A son domicile, Azouma Sabi-Gani, cette mère de deux enfants, la quarantaine révolue, productrice du coton-bio depuis 2012, partage ses expériences avec Mongabay. Secrétaire de la coopérative du village de Wagou, dans la commune de Banikoara, elle exploite environ un hectare de terre pour son coton-bio. « Cette année, si tu fais le sorgho, l’année suivante tu fais l’arachide, après le coton-bio. Je fais la rotation. On nous a montré aussi comment faire le compost pour enrichir nos terres. Si tu suis bien les instructions, la production est bonne. Avec un peu d’efforts, tes terres seront fertiles. Au départ, mes terres étaient un peu appauvries. Si tu as amélioré, l’année suivante tu vas ailleurs. Quand tu fais une culture à l’endroit où tu as fait du coton-bio, ça donne très bien », dit en français Sabi-Gani.
Agé de 23 ans environ, Dominique Sabi-Mayé, est également producteur de coton-bio. A son domicile, à Banikoara, il relate à Mongabay, sa transition vers le coton-bio, pour fertiliser ses terres. « J’ai eu de bonnes expériences grâce à la culture du coton bio, mais aussi des avantages comparés à la production du coton conventionnel », dit-il en bariba, la langue la plus parlée au nord-est du Bénin. Il a commencé en 2022, après avoir observé les rendements de sa mère, productrice aussi de coton-bio, confie-t-il.
« Pour refertiliser le sol, je fais d’abord la culture d’arachide sur la parcelle. Après la récolte, les feuilles sont laissées sur la parcelle. Après, je cherche les bouses de vache et les déjections de cabri avec ma brouette (montrant du doigt l’engin entreposé dans sa cour), et je vais les épandre sur la parcelle. Après les premières pluies, je fais le labour », dit Sabi-Mayé.
« Je fais la rotation, soja, arachide, et coton-bio. Parce que, je sais que la culture du coton-bio à des normes à respecter pour ne pas contaminer le sol », ajoute-t-il.
De ses expériences concluantes avec le coton-bio, il a étendu la méthode sur toutes ses parcelles pour refertiliser le sol, ayant remarqué que ses terres s’étaient appauvries.
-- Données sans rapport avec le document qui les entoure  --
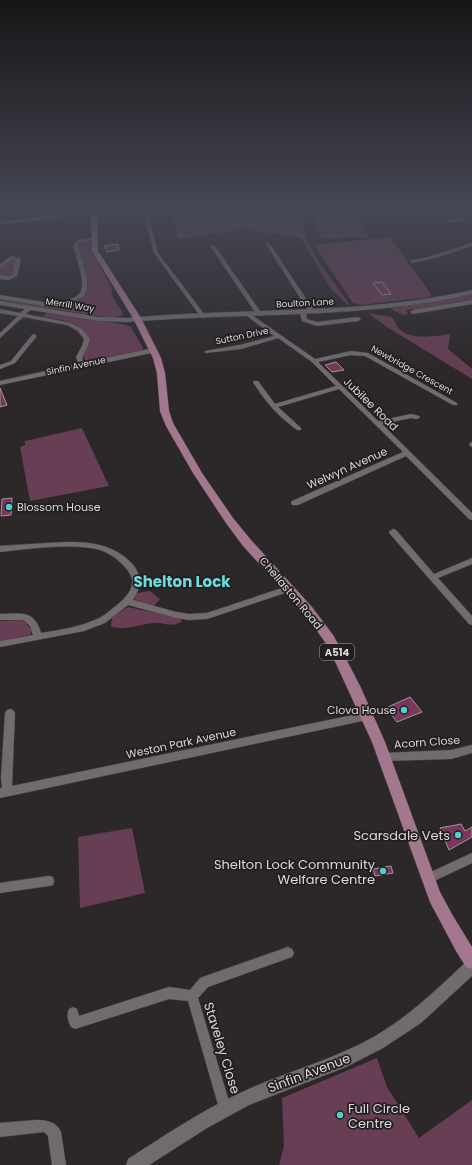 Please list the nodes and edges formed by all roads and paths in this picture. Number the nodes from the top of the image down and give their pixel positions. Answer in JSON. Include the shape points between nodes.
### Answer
{"nodes":[{"id":1,"x":17,"y":263,"type":"edge"},
{"id":2,"x":81,"y":263,"type":"edge"},
{"id":3,"x":102,"y":263,"type":"edge"},
{"id":4,"x":164,"y":263,"type":"edge"},
{"id":5,"x":224,"y":263,"type":"edge"},
{"id":6,"x":281,"y":263,"type":"edge"},
{"id":7,"x":0,"y":277,"type":"edge"},
{"id":8,"x":472,"y":292,"type":"edge"},
{"id":9,"x":0,"y":297,"type":"edge"},
{"id":10,"x":472,"y":302,"type":"edge"},
{"id":11,"x":0,"y":303,"type":"edge"},
{"id":12,"x":29,"y":308,"type":"junction"},
{"id":13,"x":0,"y":311,"type":"edge"},
{"id":14,"x":303,"y":312,"type":"junction"},
{"id":15,"x":312,"y":312,"type":"junction"},
{"id":16,"x":413,"y":312,"type":"dead end"},
{"id":17,"x":259,"y":314,"type":"junction"},
{"id":18,"x":22,"y":315,"type":"junction"},
{"id":19,"x":249,"y":315,"type":"junction"},
{"id":20,"x":203,"y":316,"type":"junction"},
{"id":21,"x":137,"y":318,"type":"junction"},
{"id":22,"x":358,"y":320,"type":"dead end"},
{"id":23,"x":0,"y":336,"type":"edge"},
{"id":24,"x":34,"y":336,"type":"dead end"},
{"id":25,"x":279,"y":336,"type":"junction"},
{"id":26,"x":153,"y":350,"type":"junction"},
{"id":27,"x":208,"y":352,"type":"dead end"},
{"id":28,"x":314,"y":361,"type":"junction"},
{"id":29,"x":81,"y":365,"type":"junction"},
{"id":30,"x":0,"y":367,"type":"edge"},
{"id":31,"x":256,"y":382,"type":"dead end"},
{"id":32,"x":0,"y":383,"type":"edge"},
{"id":33,"x":339,"y":387,"type":"junction"},
{"id":34,"x":455,"y":404,"type":"dead end"},
{"id":35,"x":273,"y":406,"type":"junction"},
{"id":36,"x":417,"y":417,"type":"dead end"},
{"id":37,"x":377,"y":423,"type":"junction"},
{"id":38,"x":299,"y":429,"type":"dead end"},
{"id":39,"x":407,"y":453,"type":"junction"},
{"id":40,"x":295,"y":503,"type":"dead end"},
{"id":41,"x":472,"y":506,"type":"edge"},
{"id":42,"x":464,"y":509,"type":"junction"},
{"id":43,"x":472,"y":517,"type":"edge"},
{"id":44,"x":393,"y":532,"type":"dead end"},
{"id":45,"x":0,"y":549,"type":"edge"},
{"id":46,"x":472,"y":561,"type":"edge"},
{"id":47,"x":434,"y":577,"type":"junction"},
{"id":48,"x":288,"y":589,"type":"junction"},
{"id":49,"x":127,"y":602,"type":"junction"},
{"id":50,"x":0,"y":617,"type":"edge"},
{"id":51,"x":472,"y":622,"type":"edge"},
{"id":52,"x":38,"y":637,"type":"junction"},
{"id":53,"x":0,"y":644,"type":"edge"},
{"id":54,"x":10,"y":714,"type":"dead end"},
{"id":55,"x":367,"y":716,"type":"junction"},
{"id":56,"x":472,"y":749,"type":"edge"},
{"id":57,"x":384,"y":757,"type":"junction"},
{"id":58,"x":4,"y":792,"type":"edge"},
{"id":59,"x":472,"y":858,"type":"edge"},
{"id":60,"x":428,"y":877,"type":"junction"},
{"id":61,"x":49,"y":880,"type":"dead end"},
{"id":62,"x":0,"y":888,"type":"edge"},
{"id":63,"x":288,"y":953,"type":"dead end"},
{"id":64,"x":472,"y":961,"type":"edge"},
{"id":65,"x":472,"y":966,"type":"edge"},
{"id":66,"x":192,"y":996,"type":"junction"},
{"id":67,"x":73,"y":1013,"type":"dead end"},
{"id":68,"x":225,"y":1108,"type":"junction"},
{"id":69,"x":0,"y":1130,"type":"edge"},
{"id":70,"x":59,"y":1165,"type":"edge"},
{"id":71,"x":134,"y":1165,"type":"edge"}],
"edges":[{"from":1,"to":7,"type":"street","via":[[14,276]]},
{"from":2,"to":9,"type":"street","name":"Merrill Way","via":[[85,279],[84,292],[82,296],[66,303],[52,306]]},
{"from":3,"to":21,"type":"main road","name":"Chellaston Road","number":"A514"},
{"from":4,"to":20,"type":"street"},
{"from":5,"to":17,"type":"street"},
{"from":6,"to":15,"type":"street"},
{"from":8,"to":15,"type":"street","name":"Boulton Lane","via":[[411,303]]},
{"from":10,"to":16,"type":"street"},
{"from":11,"to":12,"type":"street","name":"Merrill Way"},
{"from":12,"to":18,"type":"street"},
{"from":12,"to":21,"type":"street","name":"Merrill Way","via":[[99,319]]},
{"from":13,"to":18,"type":"street"},
{"from":14,"to":15,"type":"street","name":"Boulton Lane"},
{"from":14,"to":17,"type":"street","name":"Boulton Lane"},
{"from":14,"to":22,"type":"street","via":[[304,320],[312,324],[345,318]]},
{"from":17,"to":19,"type":"street","name":"Boulton Lane"},
{"from":18,"to":23,"type":"street"},
{"from":18,"to":29,"type":"street","via":[[66,323],[80,330],[87,339],[79,357]]},
{"from":19,"to":20,"type":"street","name":"Boulton Lane"},
{"from":19,"to":25,"type":"street","name":"Jubilee Road"},
{"from":20,"to":21,"type":"street","name":"Boulton Lane"},
{"from":21,"to":26,"type":"main road","name":"Chellaston Road","number":"A514","via":[[140,329]]},
{"from":24,"to":30,"type":"street","via":[[13,362]]},
{"from":25,"to":27,"type":"street","name":"Sutton Drive","via":[[247,346]]},
{"from":25,"to":28,"type":"street","name":"Jubilee Road"},
{"from":26,"to":29,"type":"street","name":"Sinfin Avenue"},
{"from":26,"to":48,"type":"main road","name":"Chellaston Road","number":"A514","via":[[161,372],[163,406],[170,425],[190,461],[246,541]]},
{"from":28,"to":33,"type":"street","name":"Jubilee Road"},
{"from":28,"to":34,"type":"street","name":"Newbridge Crescent","via":[[351,353],[366,354]]},
{"from":29,"to":32,"type":"street","name":"Sinfin Avenue"},
{"from":31,"to":35,"type":"street"},
{"from":33,"to":35,"type":"street"},
{"from":33,"to":37,"type":"street","name":"Jubilee Road"},
{"from":35,"to":38,"type":"street"},
{"from":36,"to":37,"type":"street"},
{"from":37,"to":39,"type":"street","name":"Jubilee Road"},
{"from":39,"to":40,"type":"street","name":"Welwyn Avenue"},
{"from":39,"to":42,"type":"street","name":"Jubilee Road"},
{"from":41,"to":42,"type":"street"},
{"from":42,"to":43,"type":"street","name":"Jubilee Road"},
{"from":44,"to":47,"type":"street"},
{"from":45,"to":49,"type":"street","via":[[82,546],[106,550],[124,560],[136,577],[135,587]]},
{"from":46,"to":47,"type":"street"},
{"from":47,"to":51,"type":"street"},
{"from":48,"to":49,"type":"street","via":[[208,616],[176,615]]},
{"from":48,"to":55,"type":"main road","name":"Chellaston Road","number":"A514","via":[[318,624],[338,653]]},
{"from":49,"to":52,"type":"street","via":[[102,621]]},
{"from":50,"to":52,"type":"street","via":[[26,617],[34,624]]},
{"from":52,"to":53,"type":"street"},
{"from":54,"to":58,"type":"street"},
{"from":55,"to":57,"type":"main road","name":"Chellaston Road","number":"A514"},
{"from":55,"to":58,"type":"street","name":"Weston Park Avenue"},
{"from":56,"to":57,"type":"street","name":"Acorn Close","via":[[423,756]]},
{"from":57,"to":60,"type":"main road","name":"Chellaston Road","number":"A514"},
{"from":59,"to":60,"type":"street"},
{"from":60,"to":64,"type":"main road","name":"Chellaston Road","number":"A514","via":[[440,908]]},
{"from":61,"to":62,"type":"street"},
{"from":63,"to":66,"type":"street","name":"Staveley Close","via":[[204,982]]},
{"from":65,"to":68,"type":"street","name":"Sinfin Avenue","via":[[415,1018],[378,1043]]},
{"from":66,"to":67,"type":"street","name":"Staveley Close","via":[[169,993],[75,1023]]},
{"from":66,"to":68,"type":"street","name":"Staveley Close"},
{"from":68,"to":71,"type":"street","name":"Sinfin Avenue"},
{"from":69,"to":70,"type":"street","via":[[46,1126],[54,1132]]}]}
« Pour fertiliser mes sols, où je fais du sorgho, de l’arachide, du café, du niébé et du maïs, j’utilise des cultures de rotation et des plantes fertilisantes comme le pois d’Angole (Cajanus cajan). Leurs feuilles qui tombent permettent de fertiliser le sol. L’année passée, j’ai eu à cultiver aussi le mucuna, une légumineuse », dit Sabi-Mayé.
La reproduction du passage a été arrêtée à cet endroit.